- **Problem details**
The answer must consist of every line below containing "bridge".

- **Task material**
━━━━

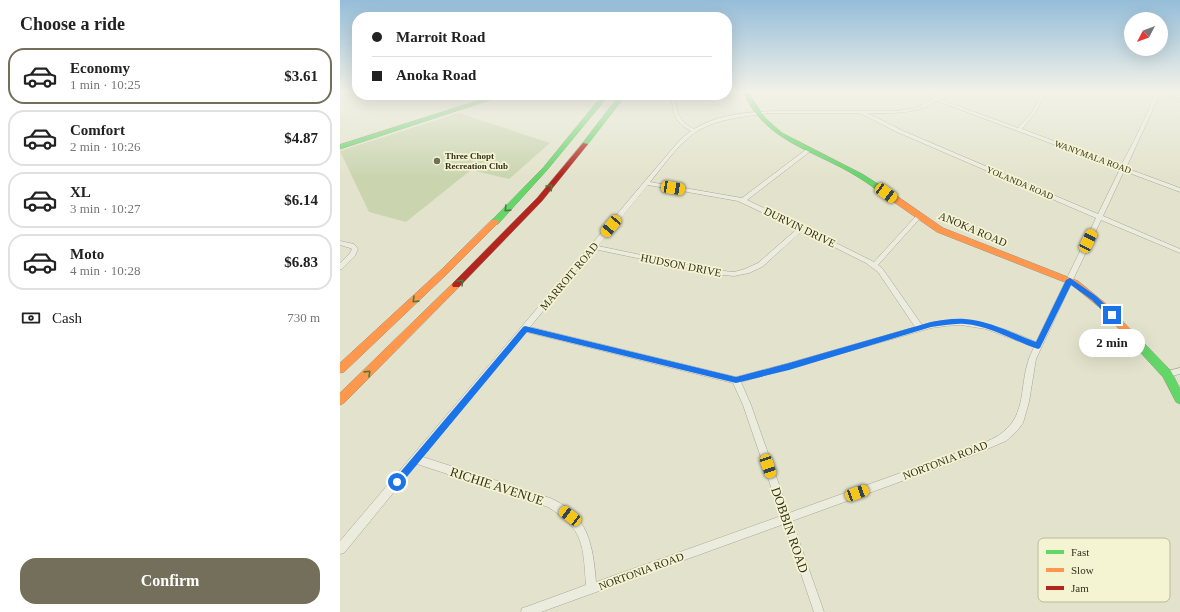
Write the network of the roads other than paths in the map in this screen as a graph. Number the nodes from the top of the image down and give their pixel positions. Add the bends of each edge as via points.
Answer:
1 (425, 120) edge
2 (586, 120) edge
3 (604, 120) edge
4 (680, 120) edge
5 (721, 120) edge
6 (764, 120) edge
7 (872, 120) edge
8 (992, 120) edge
9 (1028, 120) edge
10 (1146, 120) edge
11 (1020, 130) junction
12 (694, 131) junction
13 (340, 147) edge
14 (810, 149) junction
15 (1123, 168) junction
16 (646, 184) junction
17 (1180, 190) edge
18 (743, 200) junction
19 (919, 216) junction
20 (1100, 217) junction
21 (802, 228) junction
22 (340, 243) edge
23 (593, 247) junction
24 (1180, 251) edge
25 (875, 265) junction
26 (340, 267) edge
27 (1070, 280) junction
28 (525, 328) junction
29 (920, 328) junction
30 (1038, 346) junction
31 (340, 369) edge
32 (1180, 371) edge
33 (1166, 374) junction
34 (736, 380) junction
35 (1180, 399) edge
36 (340, 400) edge
37 (416, 459) junction
38 (786, 518) junction
39 (340, 549) edge
40 (592, 588) junction
41 (526, 612) edge
42 (819, 612) edge

1 - 13 main road
2 -> 31 main road via 537,178 454,262
36 -> 3 main road via 498,243 568,167
4 - 12 street
5 - 12 street, MARROIT ROAD
6 - 14 main road, ANOKA ROAD via 780,134
7 - 20 street, YOLANDA ROAD
8 - 11 street, WANYMALA ROAD
9 - 11 street
10 - 15 street, NORTONIA ROAD
11 - 15 street, WANYMALA ROAD
12 - 16 street, MARROIT ROAD via 684,139
14 - 18 street
14 - 19 main road, ANOKA ROAD via 860,175
15 - 17 street, WANYMALA ROAD
15 - 20 street, NORTONIA ROAD
16 - 18 street, DURVIN DRIVE
16 - 23 street, MARROIT ROAD
18 - 21 street, DURVIN DRIVE
19 - 25 street
19 - 27 main road, ANOKA ROAD via 940,230 965,241
20 - 24 street, YOLANDA ROAD
20 - 27 street, NORTONIA ROAD
21 - 23 street, HUDSON DRIVE via 760,265 734,274
21 - 25 street, DURVIN DRIVE
22 - 26 street via 355,249
23 - 28 street, MARROIT ROAD
25 - 29 street, DURVIN DRIVE
27 - 30 street, NORTONIA ROAD
27 - 33 main road, ANOKA ROAD via 1102,305
28 - 34 street
28 - 37 street, MARROIT ROAD
29 - 30 street via 966,321 997,329
29 - 34 street
30 - 38 street, NORTONIA ROAD via 1031,363 1023,411 1017,423 1005,436 970,452
32 - 33 street
33 - 35 main road, ANOKA ROAD
34 - 38 street, DOBBIN ROAD
37 - 39 street, MARROIT ROAD
37 - 40 street, RICHIE AVENUE via 562,509 577,524 585,537
38 - 40 street, NORTONIA ROAD
38 - 42 street, DOBBIN ROAD
40 - 41 street, NORTONIA ROAD

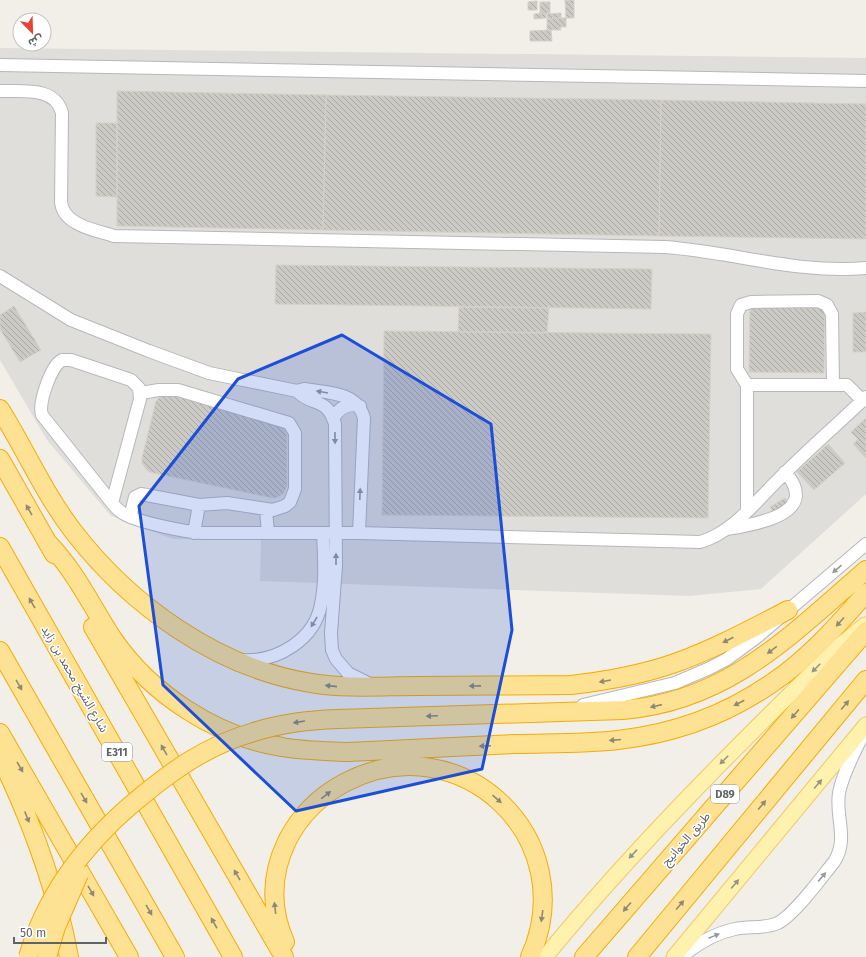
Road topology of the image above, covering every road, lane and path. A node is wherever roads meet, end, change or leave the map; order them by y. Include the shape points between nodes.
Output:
1 (0, 64) edge
2 (866, 81) edge
3 (0, 91) edge
4 (866, 268) edge
5 (0, 276) edge
6 (748, 385) junction
7 (833, 385) junction
8 (297, 390) junction
9 (141, 393) junction
10 (864, 399) edge
11 (360, 406) junction
12 (0, 409) edge
13 (334, 419) junction
14 (0, 459) edge
15 (785, 472) junction
16 (112, 503) junction
17 (199, 505) junction
18 (266, 510) junction
19 (747, 510) junction
20 (130, 517) junction
21 (727, 529) junction
22 (194, 532) junction
23 (268, 533) junction
24 (323, 533) junction
25 (336, 533) junction
26 (359, 533) junction
27 (49, 544) junction
28 (866, 544) edge
29 (0, 547) edge
30 (866, 570) edge
31 (329, 592) junction
32 (866, 593) edge
33 (788, 610) junction
34 (866, 624) edge
35 (866, 631) edge
36 (0, 652) edge
37 (228, 657) junction
38 (866, 680) edge
39 (385, 686) junction
40 (555, 712) junction
41 (866, 726) edge
42 (0, 733) edge
43 (0, 756) edge
44 (133, 803) junction
45 (28, 957) edge
46 (47, 957) edge
47 (69, 957) edge
48 (129, 957) edge
49 (176, 957) edge
50 (233, 957) edge
51 (284, 957) edge
52 (294, 957) edge
53 (530, 957) edge
54 (545, 957) edge
55 (584, 957) edge
56 (637, 957) edge
57 (674, 957) edge
58 (681, 957) edge

1 - 2 street
3 - 4 street via 41,93 55,100 62,113 63,211 71,221 114,236 665,247 794,267 828,270
5 - 8 street via 71,320 149,351 209,373
6 - 7 street
6 - 7 street via 737,369 736,314 741,306 751,302 818,301 827,305 832,314
6 - 19 street
7 - 10 street via 847,385
11 -> 8 street via 346,397
8 - 13 street via 302,396 321,403
9 - 16 street
9 - 16 street via 136,383 131,380 67,360 56,365 41,402 44,419
9 - 18 street via 178,390 290,423 295,433 294,496 285,506
10 - 15 street
11 - 13 street via 344,407
26 -> 11 street via 364,418
12 - 37 highway via 62,516 103,564 150,608 197,641
13 -> 25 street
27 -> 14 highway
15 - 19 street
15 - 21 street via 796,489 797,496 793,506 766,522
16 - 20 street
17 - 18 street via 227,503
17 - 20 street via 141,494 135,497
17 - 22 street
18 - 23 street
19 - 21 street
20 - 22 street
21 - 26 street via 708,540 691,542
22 - 23 street
23 - 24 street
24 - 25 street
24 - 31 street
25 - 26 street
31 -> 25 street
32 -> 27 highway via 824,640 772,684 709,717 663,732 616,740 314,751 281,747 216,726 159,689 135,666 114,639 73,572
51 -> 27 highway via 124,682
28 -> 33 street
50 -> 29 highway, شارع الشيخ محمد بن زايد / E311
30 -> 40 highway via 778,646 738,674 716,685 647,708
31 -> 37 street via 306,634 291,648 261,659 239,660
31 - 39 street via 332,650 336,659 356,679 375,686
33 -> 39 highway via 700,653 650,671 624,677 571,685
33 - 40 street via 742,649 693,676 657,688
34 -> 54 main road via 838,647 658,827 597,894
35 -> 55 highway, طريق الخوانيج / D89
36 -> 49 highway
39 -> 37 highway via 351,687 310,683 263,671
56 -> 38 highway
40 -> 44 highway, bridge via 338,719 281,725 227,741 177,768
57 -> 41 main road
58 -> 41 street via 698,944 721,933 772,925 784,919 834,862 840,851 842,838 838,810 840,791
42 -> 48 highway
43 -> 47 highway via 46,870 63,925
44 - 45 highway, bridge via 96,838 71,869 48,907
44 - 46 highway, bridge via 85,864 65,903
52 -> 53 highway via 276,915 274,889 280,857 296,825 316,803 339,785 366,773 410,766 451,772 476,784 499,800 526,833 537,860 543,888 542,917

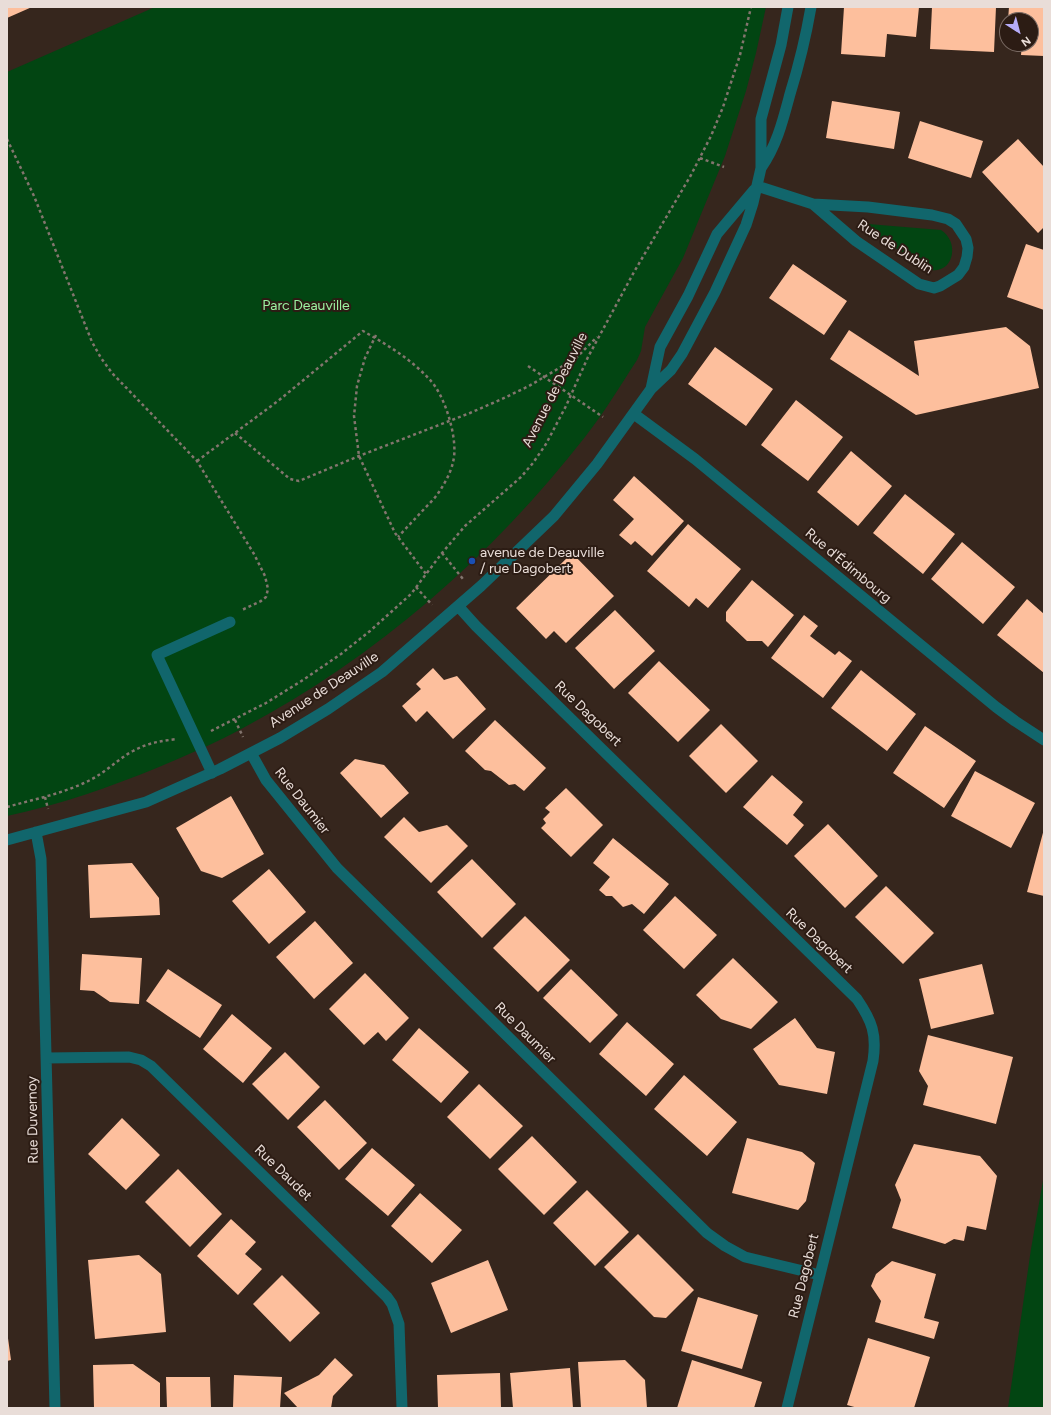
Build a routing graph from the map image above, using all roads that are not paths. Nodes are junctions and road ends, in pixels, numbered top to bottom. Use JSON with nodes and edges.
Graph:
{"nodes":[{"id":1,"x":788,"y":7,"type":"edge"},
{"id":2,"x":811,"y":7,"type":"edge"},
{"id":3,"x":762,"y":168,"type":"junction"},
{"id":4,"x":757,"y":186,"type":"junction"},
{"id":5,"x":813,"y":204,"type":"junction"},
{"id":6,"x":651,"y":389,"type":"junction"},
{"id":7,"x":634,"y":414,"type":"junction"},
{"id":8,"x":458,"y":606,"type":"junction"},
{"id":9,"x":230,"y":622,"type":"road end"},
{"id":10,"x":1044,"y":740,"type":"edge"},
{"id":11,"x":251,"y":754,"type":"junction"},
{"id":12,"x":212,"y":773,"type":"junction"},
{"id":13,"x":36,"y":832,"type":"junction"},
{"id":14,"x":7,"y":840,"type":"edge"},
{"id":15,"x":46,"y":1058,"type":"junction"},
{"id":16,"x":820,"y":1275,"type":"junction"},
{"id":17,"x":55,"y":1408,"type":"edge"},
{"id":18,"x":402,"y":1408,"type":"edge"},
{"id":19,"x":787,"y":1408,"type":"edge"}],
"edges":[{"from":1,"to":3,"type":"street","name":"Avenue de Deauville"},
{"from":2,"to":3,"type":"street","name":"Avenue de Deauville"},
{"from":3,"to":4,"type":"street","name":"Avenue de Deauville"},
{"from":4,"to":5,"type":"street","name":"Rue de Dublin"},
{"from":4,"to":6,"type":"street","name":"Avenue de Deauville"},
{"from":4,"to":6,"type":"street","name":"Avenue de Deauville"},
{"from":5,"to":5,"type":"street","name":"Rue de Dublin"},
{"from":6,"to":7,"type":"street","name":"Avenue de Deauville"},
{"from":7,"to":8,"type":"street","name":"Avenue de Deauville"},
{"from":7,"to":10,"type":"street","name":"Rue d'Édimbourg"},
{"from":8,"to":11,"type":"street","name":"Avenue de Deauville"},
{"from":8,"to":16,"type":"street","name":"Rue Dagobert"},
{"from":9,"to":12,"type":"street"},
{"from":11,"to":12,"type":"street","name":"Avenue de Deauville"},
{"from":11,"to":16,"type":"street","name":"Rue Daumier"},
{"from":12,"to":13,"type":"street","name":"Avenue de Deauville"},
{"from":13,"to":14,"type":"street","name":"Avenue de Deauville"},
{"from":13,"to":15,"type":"street","name":"Rue Duvernoy"},
{"from":15,"to":17,"type":"street","name":"Rue Duvernoy"},
{"from":15,"to":18,"type":"street","name":"Rue Daudet"},
{"from":16,"to":19,"type":"street","name":"Rue Dagobert"}]}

━━━━

- **Reply to the task**
40 -> 44 highway, bridge via 338,719 281,725 227,741 177,768
44 - 45 highway, bridge via 96,838 71,869 48,907
44 - 46 highway, bridge via 85,864 65,903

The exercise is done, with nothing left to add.